Task brief:
Extract each line of the records below that contains the word "Firenze".

Exercise input:

- Opening Delimiter -

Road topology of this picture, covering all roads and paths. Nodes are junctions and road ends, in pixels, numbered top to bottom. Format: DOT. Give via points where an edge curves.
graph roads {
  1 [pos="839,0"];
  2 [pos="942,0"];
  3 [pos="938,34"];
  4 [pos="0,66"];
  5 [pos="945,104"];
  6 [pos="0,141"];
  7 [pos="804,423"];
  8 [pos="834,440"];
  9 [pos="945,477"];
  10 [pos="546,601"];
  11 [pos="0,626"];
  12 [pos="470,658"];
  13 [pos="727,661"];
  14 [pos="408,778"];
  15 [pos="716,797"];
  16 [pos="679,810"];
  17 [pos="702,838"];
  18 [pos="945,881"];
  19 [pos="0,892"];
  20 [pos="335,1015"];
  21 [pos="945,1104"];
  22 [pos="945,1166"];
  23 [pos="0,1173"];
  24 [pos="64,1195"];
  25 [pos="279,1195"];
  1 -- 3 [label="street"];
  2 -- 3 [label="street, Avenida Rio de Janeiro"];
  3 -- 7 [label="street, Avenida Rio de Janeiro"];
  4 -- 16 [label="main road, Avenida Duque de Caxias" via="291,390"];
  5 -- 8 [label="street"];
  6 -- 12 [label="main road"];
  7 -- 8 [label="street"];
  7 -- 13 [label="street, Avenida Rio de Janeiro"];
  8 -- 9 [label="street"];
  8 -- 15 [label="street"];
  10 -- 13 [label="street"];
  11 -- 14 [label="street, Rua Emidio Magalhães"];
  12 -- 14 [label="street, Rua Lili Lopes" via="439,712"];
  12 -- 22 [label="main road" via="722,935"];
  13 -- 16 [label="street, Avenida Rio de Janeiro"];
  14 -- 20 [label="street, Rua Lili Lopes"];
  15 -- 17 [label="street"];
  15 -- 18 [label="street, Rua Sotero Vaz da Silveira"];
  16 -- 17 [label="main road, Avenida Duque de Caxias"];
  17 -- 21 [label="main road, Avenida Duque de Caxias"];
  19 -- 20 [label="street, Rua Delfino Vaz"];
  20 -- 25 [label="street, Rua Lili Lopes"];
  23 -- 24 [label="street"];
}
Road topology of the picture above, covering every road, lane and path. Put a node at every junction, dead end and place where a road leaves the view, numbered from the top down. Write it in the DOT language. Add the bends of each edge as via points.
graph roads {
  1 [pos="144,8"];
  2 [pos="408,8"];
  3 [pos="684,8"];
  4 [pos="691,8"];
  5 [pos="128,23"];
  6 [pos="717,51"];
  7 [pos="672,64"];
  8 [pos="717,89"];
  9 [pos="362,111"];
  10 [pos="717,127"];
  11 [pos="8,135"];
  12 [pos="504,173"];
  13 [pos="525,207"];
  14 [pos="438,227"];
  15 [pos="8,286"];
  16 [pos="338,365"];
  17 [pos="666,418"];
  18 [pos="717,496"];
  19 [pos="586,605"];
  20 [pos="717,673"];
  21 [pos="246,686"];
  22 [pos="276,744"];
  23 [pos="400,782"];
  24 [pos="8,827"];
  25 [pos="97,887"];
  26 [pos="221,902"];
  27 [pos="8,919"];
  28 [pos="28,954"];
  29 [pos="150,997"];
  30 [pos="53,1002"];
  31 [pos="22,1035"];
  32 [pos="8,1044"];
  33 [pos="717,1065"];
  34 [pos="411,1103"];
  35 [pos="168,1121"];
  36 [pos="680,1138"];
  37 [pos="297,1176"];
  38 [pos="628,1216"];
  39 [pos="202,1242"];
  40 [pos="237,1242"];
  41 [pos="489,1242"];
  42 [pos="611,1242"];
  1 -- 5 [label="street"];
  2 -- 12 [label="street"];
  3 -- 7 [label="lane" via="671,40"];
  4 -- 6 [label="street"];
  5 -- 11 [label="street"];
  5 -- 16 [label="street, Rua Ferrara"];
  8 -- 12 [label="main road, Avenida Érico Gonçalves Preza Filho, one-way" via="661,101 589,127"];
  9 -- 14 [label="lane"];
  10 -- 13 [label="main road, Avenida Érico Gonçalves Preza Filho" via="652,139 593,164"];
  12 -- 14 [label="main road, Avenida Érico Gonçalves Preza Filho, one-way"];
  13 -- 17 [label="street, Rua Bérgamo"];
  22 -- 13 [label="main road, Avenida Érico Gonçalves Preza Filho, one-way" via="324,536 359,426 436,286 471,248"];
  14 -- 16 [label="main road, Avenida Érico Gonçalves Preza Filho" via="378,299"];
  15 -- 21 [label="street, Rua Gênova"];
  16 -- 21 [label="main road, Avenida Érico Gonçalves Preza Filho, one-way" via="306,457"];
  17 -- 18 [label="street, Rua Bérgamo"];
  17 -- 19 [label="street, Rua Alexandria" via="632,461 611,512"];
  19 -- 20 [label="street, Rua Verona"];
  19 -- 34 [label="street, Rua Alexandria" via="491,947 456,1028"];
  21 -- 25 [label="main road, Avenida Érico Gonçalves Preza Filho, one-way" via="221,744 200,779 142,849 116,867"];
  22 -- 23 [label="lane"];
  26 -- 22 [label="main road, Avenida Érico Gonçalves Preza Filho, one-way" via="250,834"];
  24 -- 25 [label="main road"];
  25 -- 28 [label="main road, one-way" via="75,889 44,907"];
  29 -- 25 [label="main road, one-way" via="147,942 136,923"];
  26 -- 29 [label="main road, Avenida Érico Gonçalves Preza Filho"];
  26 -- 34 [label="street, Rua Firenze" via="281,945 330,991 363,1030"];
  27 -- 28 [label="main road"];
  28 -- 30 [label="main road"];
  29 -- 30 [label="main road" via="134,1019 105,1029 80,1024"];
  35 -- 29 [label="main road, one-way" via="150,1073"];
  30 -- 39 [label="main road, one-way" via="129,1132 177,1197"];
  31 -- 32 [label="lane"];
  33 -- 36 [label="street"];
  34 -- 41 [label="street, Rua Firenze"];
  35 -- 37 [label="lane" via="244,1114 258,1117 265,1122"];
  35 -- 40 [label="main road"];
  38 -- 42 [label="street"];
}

- Closing Delimiter -

Result:
  26 -- 34 [label="street, Rua Firenze" via="281,945 330,991 363,1030"];
  34 -- 41 [label="street, Rua Firenze"];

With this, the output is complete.